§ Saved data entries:
----------

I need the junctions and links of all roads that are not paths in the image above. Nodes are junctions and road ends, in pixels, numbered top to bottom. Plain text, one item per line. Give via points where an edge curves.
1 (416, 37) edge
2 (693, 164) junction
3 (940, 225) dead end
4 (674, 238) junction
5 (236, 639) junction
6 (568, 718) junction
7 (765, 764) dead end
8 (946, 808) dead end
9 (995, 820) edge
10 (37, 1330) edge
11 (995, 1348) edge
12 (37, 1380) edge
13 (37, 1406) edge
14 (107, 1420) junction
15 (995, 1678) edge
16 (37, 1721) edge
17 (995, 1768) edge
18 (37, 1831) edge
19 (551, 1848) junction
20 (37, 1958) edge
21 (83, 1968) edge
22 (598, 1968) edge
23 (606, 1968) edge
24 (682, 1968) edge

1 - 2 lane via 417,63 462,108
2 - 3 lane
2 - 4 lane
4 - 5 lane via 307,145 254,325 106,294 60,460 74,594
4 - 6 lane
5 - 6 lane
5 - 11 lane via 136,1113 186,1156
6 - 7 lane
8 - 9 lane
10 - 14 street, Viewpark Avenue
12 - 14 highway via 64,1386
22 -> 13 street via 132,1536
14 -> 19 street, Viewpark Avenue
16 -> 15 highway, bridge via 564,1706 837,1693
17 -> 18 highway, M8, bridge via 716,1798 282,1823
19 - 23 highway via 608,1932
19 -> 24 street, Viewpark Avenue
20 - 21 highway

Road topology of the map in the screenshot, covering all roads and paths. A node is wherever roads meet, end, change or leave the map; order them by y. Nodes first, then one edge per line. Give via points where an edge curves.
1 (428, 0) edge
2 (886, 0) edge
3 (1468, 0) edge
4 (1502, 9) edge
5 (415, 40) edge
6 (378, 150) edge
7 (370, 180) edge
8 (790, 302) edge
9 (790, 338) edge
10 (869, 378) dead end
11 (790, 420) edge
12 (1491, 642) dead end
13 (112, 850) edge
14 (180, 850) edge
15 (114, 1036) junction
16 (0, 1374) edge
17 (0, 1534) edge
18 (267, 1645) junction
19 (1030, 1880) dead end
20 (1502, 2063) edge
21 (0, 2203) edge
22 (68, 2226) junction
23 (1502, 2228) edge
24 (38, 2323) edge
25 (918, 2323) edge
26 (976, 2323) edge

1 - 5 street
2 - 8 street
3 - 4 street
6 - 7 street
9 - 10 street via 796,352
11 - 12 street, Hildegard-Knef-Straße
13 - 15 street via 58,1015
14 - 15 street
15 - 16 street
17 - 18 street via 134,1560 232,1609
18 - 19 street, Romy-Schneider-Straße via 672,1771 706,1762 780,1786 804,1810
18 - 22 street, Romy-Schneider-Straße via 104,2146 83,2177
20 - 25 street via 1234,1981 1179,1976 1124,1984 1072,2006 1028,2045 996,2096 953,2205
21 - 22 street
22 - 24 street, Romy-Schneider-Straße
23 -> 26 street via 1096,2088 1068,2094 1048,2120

----------

§ Required action: Give every entry again, character for character.

§ Solution below:
I need the junctions and links of all roads that are not paths in the image above. Nodes are junctions and road ends, in pixels, numbered top to bottom. Plain text, one item per line. Give via points where an edge curves.
1 (416, 37) edge
2 (693, 164) junction
3 (940, 225) dead end
4 (674, 238) junction
5 (236, 639) junction
6 (568, 718) junction
7 (765, 764) dead end
8 (946, 808) dead end
9 (995, 820) edge
10 (37, 1330) edge
11 (995, 1348) edge
12 (37, 1380) edge
13 (37, 1406) edge
14 (107, 1420) junction
15 (995, 1678) edge
16 (37, 1721) edge
17 (995, 1768) edge
18 (37, 1831) edge
19 (551, 1848) junction
20 (37, 1958) edge
21 (83, 1968) edge
22 (598, 1968) edge
23 (606, 1968) edge
24 (682, 1968) edge

1 - 2 lane via 417,63 462,108
2 - 3 lane
2 - 4 lane
4 - 5 lane via 307,145 254,325 106,294 60,460 74,594
4 - 6 lane
5 - 6 lane
5 - 11 lane via 136,1113 186,1156
6 - 7 lane
8 - 9 lane
10 - 14 street, Viewpark Avenue
12 - 14 highway via 64,1386
22 -> 13 street via 132,1536
14 -> 19 street, Viewpark Avenue
16 -> 15 highway, bridge via 564,1706 837,1693
17 -> 18 highway, M8, bridge via 716,1798 282,1823
19 - 23 highway via 608,1932
19 -> 24 street, Viewpark Avenue
20 - 21 highway

Road topology of the map in the screenshot, covering all roads and paths. A node is wherever roads meet, end, change or leave the map; order them by y. Nodes first, then one edge per line. Give via points where an edge curves.
1 (428, 0) edge
2 (886, 0) edge
3 (1468, 0) edge
4 (1502, 9) edge
5 (415, 40) edge
6 (378, 150) edge
7 (370, 180) edge
8 (790, 302) edge
9 (790, 338) edge
10 (869, 378) dead end
11 (790, 420) edge
12 (1491, 642) dead end
13 (112, 850) edge
14 (180, 850) edge
15 (114, 1036) junction
16 (0, 1374) edge
17 (0, 1534) edge
18 (267, 1645) junction
19 (1030, 1880) dead end
20 (1502, 2063) edge
21 (0, 2203) edge
22 (68, 2226) junction
23 (1502, 2228) edge
24 (38, 2323) edge
25 (918, 2323) edge
26 (976, 2323) edge

1 - 5 street
2 - 8 street
3 - 4 street
6 - 7 street
9 - 10 street via 796,352
11 - 12 street, Hildegard-Knef-Straße
13 - 15 street via 58,1015
14 - 15 street
15 - 16 street
17 - 18 street via 134,1560 232,1609
18 - 19 street, Romy-Schneider-Straße via 672,1771 706,1762 780,1786 804,1810
18 - 22 street, Romy-Schneider-Straße via 104,2146 83,2177
20 - 25 street via 1234,1981 1179,1976 1124,1984 1072,2006 1028,2045 996,2096 953,2205
21 - 22 street
22 - 24 street, Romy-Schneider-Straße
23 -> 26 street via 1096,2088 1068,2094 1048,2120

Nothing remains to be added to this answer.